▸ **WORK ORDER**:
For the listing below, give the number of lines in which "lane" occurs. Add nothing.

▸ **INPUT DATA**:
________________

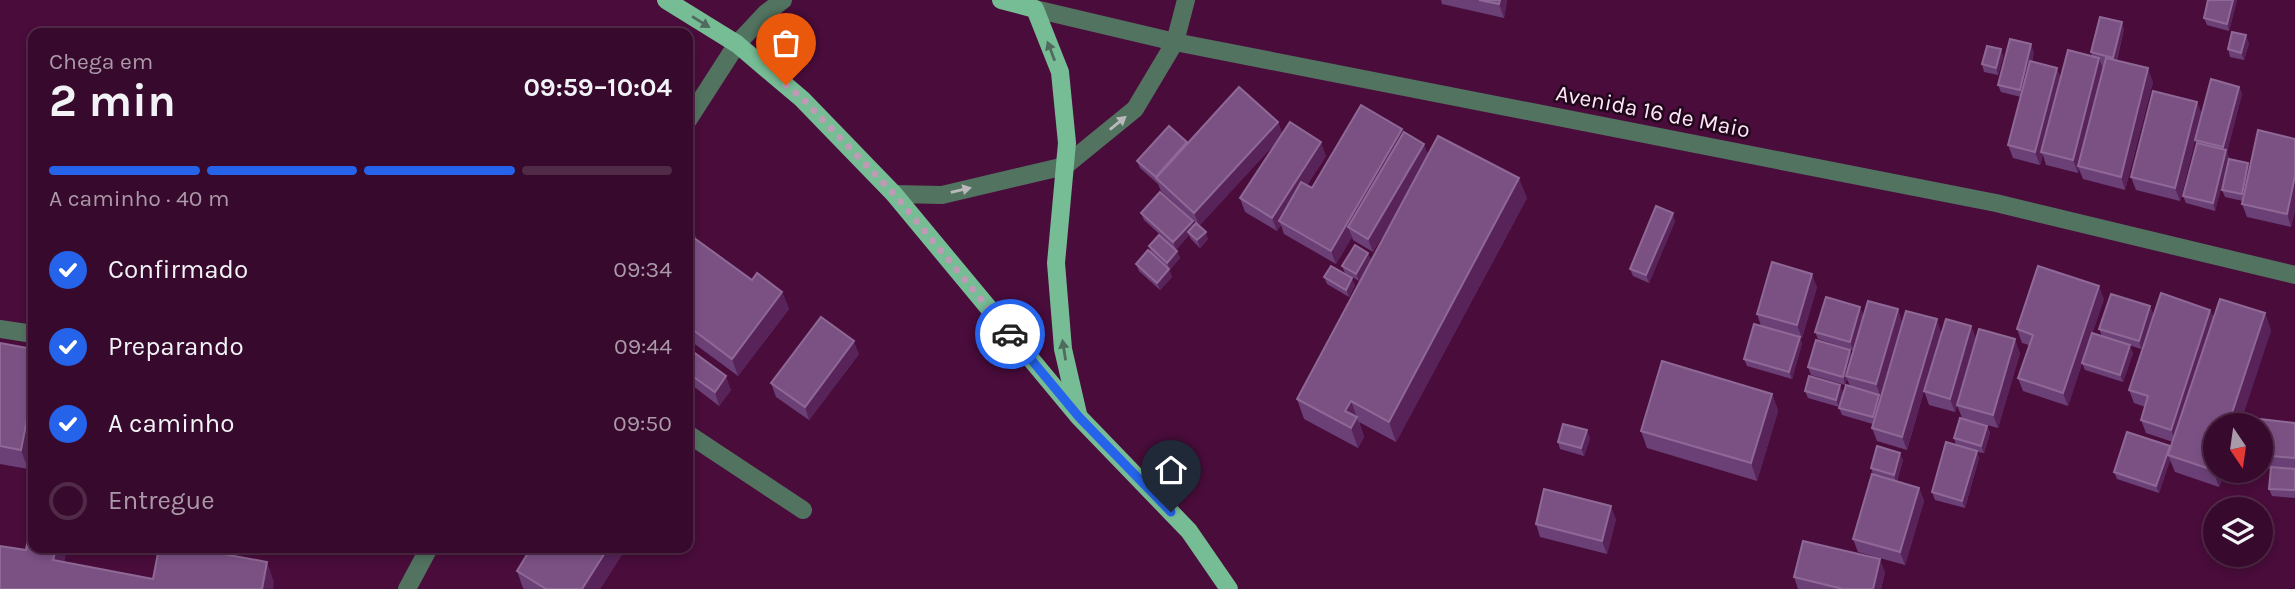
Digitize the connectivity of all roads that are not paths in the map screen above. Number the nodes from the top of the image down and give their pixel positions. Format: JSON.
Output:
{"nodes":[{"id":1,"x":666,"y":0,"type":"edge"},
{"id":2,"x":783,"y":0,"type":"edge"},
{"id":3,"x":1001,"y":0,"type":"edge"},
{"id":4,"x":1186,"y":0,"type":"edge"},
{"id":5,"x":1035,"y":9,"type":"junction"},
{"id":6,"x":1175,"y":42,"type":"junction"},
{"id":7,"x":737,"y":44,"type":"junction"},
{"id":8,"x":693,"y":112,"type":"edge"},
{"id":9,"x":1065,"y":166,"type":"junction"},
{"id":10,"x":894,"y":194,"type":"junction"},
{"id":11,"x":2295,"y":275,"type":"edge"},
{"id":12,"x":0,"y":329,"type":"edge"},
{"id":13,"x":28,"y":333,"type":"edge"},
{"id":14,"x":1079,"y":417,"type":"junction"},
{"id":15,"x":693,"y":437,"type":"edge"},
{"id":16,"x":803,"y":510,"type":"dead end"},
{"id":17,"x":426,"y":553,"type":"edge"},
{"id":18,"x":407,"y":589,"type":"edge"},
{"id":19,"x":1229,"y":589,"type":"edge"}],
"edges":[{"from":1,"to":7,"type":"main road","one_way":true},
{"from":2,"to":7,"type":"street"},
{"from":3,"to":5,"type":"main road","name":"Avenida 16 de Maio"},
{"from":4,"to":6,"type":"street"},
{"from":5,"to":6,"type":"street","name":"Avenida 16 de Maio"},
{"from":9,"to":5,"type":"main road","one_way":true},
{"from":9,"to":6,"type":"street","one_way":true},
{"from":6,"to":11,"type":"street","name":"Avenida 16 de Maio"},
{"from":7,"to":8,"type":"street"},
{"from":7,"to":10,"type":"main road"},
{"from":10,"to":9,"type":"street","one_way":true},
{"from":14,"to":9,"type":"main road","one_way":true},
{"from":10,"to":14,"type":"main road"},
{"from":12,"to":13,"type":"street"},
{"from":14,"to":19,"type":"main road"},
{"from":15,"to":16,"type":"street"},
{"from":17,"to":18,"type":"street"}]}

________________

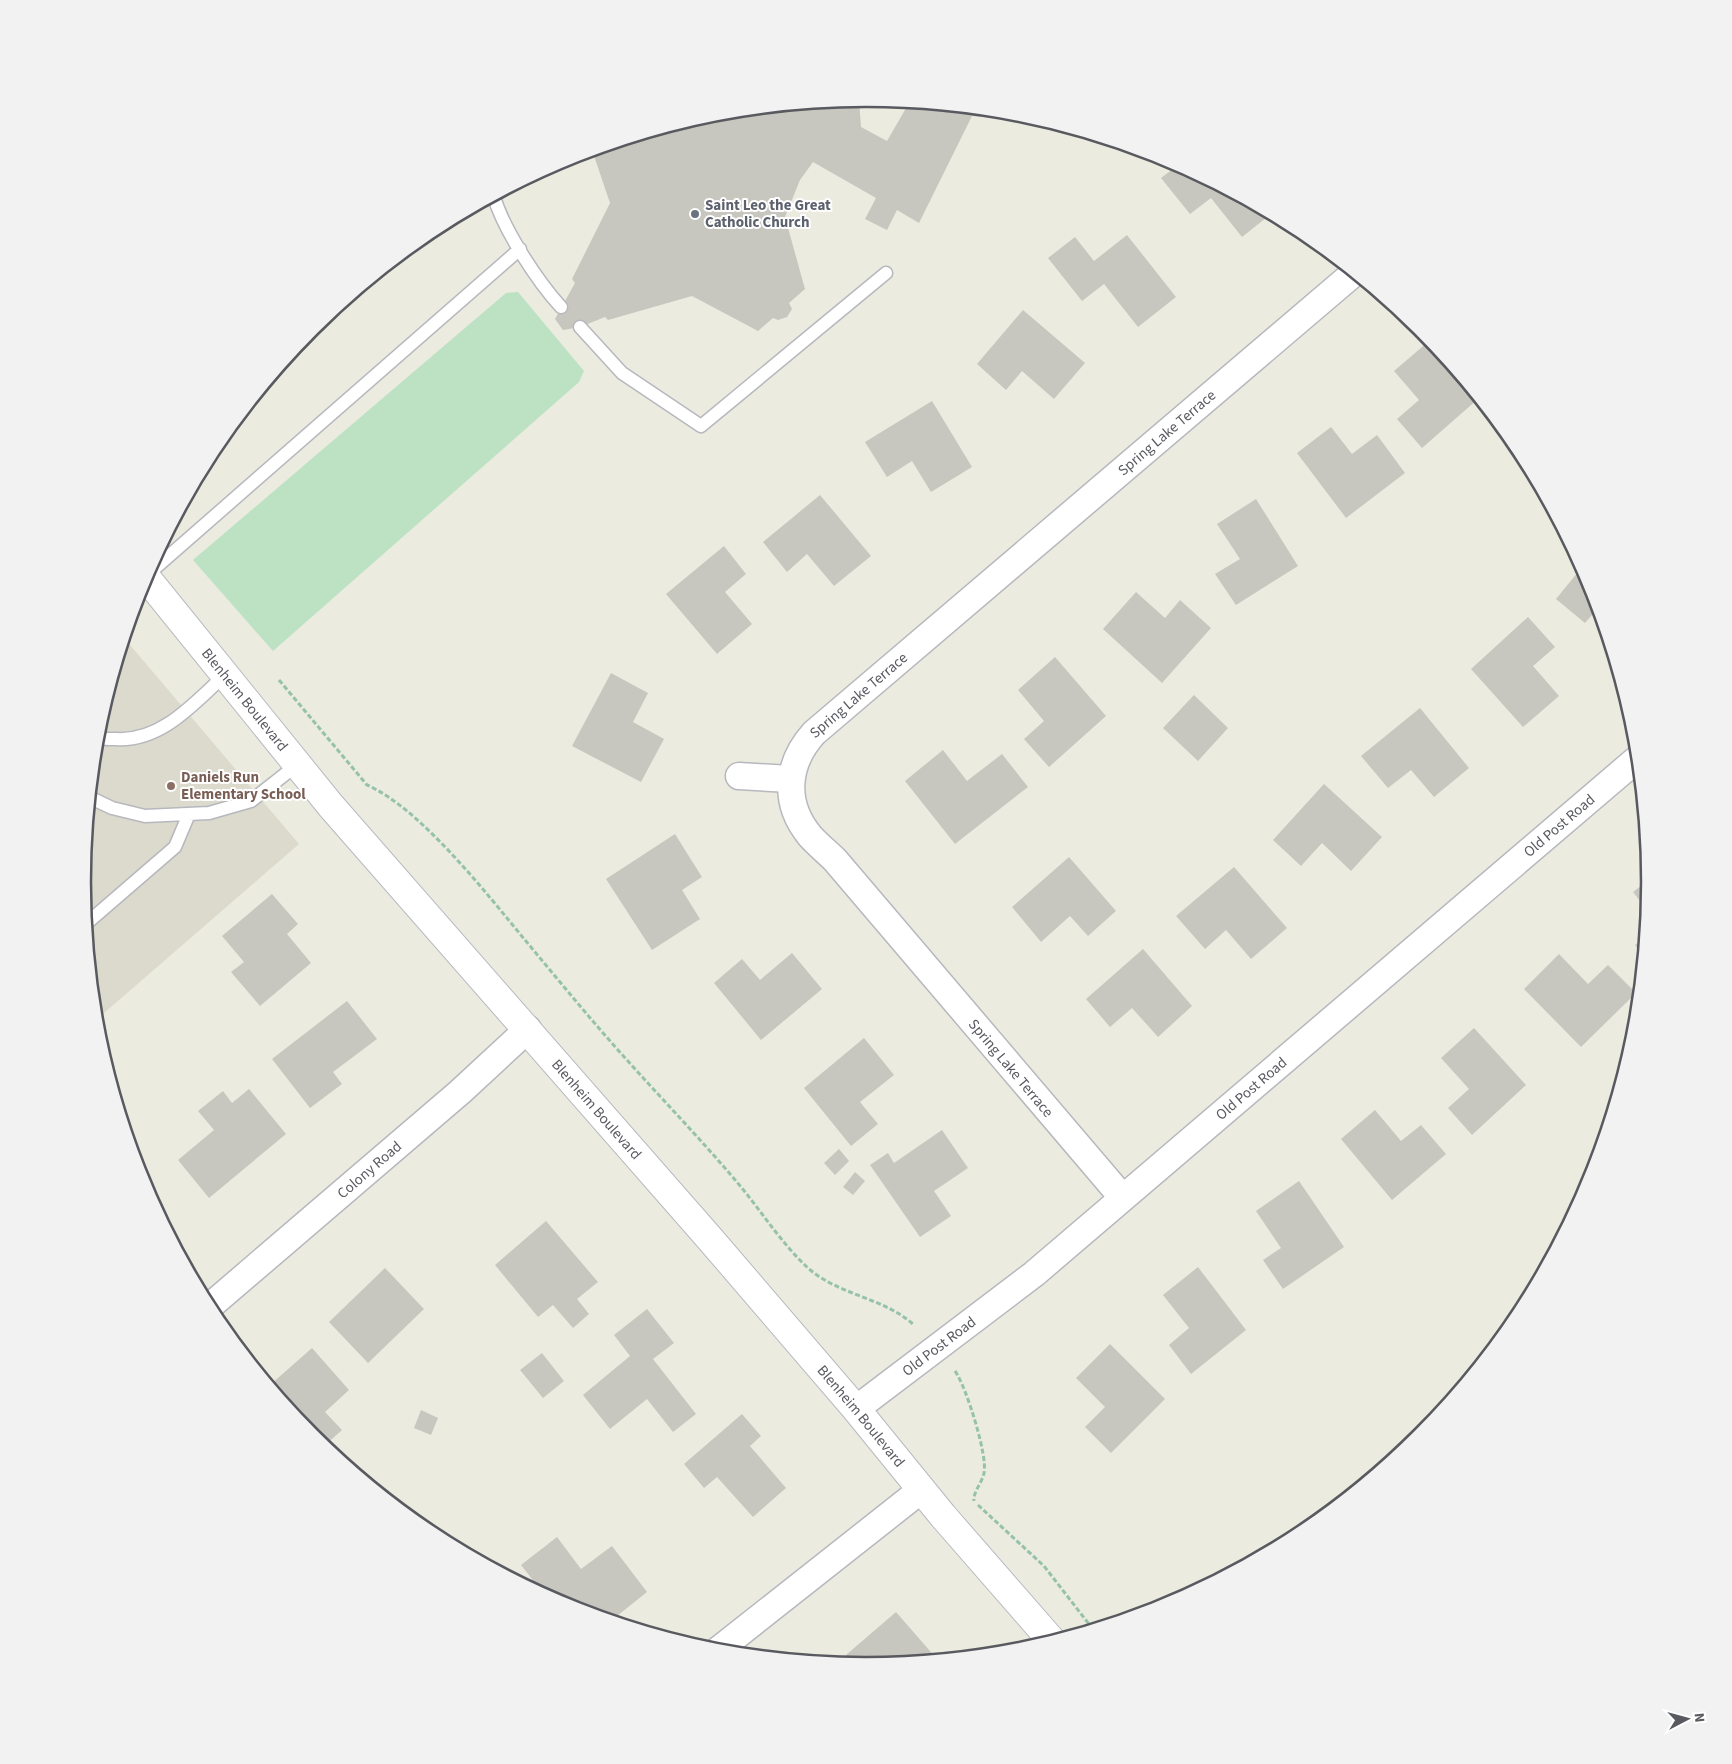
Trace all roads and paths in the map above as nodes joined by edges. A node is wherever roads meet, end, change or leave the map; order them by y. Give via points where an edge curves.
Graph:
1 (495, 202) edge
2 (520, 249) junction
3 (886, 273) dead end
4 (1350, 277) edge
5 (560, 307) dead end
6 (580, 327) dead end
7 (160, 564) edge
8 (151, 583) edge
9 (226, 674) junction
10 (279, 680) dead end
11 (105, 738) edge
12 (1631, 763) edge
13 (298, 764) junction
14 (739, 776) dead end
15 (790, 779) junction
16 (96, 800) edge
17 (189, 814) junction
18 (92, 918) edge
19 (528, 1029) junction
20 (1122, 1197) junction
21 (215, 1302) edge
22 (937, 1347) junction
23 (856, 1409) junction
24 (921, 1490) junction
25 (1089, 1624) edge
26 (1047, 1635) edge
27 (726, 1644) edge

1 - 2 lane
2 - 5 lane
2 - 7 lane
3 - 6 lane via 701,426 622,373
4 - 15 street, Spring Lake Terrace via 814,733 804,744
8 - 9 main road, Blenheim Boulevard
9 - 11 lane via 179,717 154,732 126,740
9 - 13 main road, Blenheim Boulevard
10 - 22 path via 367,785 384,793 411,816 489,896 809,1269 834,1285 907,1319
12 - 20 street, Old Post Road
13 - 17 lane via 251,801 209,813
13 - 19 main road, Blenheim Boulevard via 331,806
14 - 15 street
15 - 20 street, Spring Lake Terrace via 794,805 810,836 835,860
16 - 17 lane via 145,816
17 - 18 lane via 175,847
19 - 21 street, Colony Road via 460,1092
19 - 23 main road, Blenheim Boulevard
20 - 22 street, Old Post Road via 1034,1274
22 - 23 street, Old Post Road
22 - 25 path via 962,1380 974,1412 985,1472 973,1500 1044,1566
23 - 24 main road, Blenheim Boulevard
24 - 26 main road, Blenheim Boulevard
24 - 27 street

________________

▸ **EXERCISE RESPONSE**:
8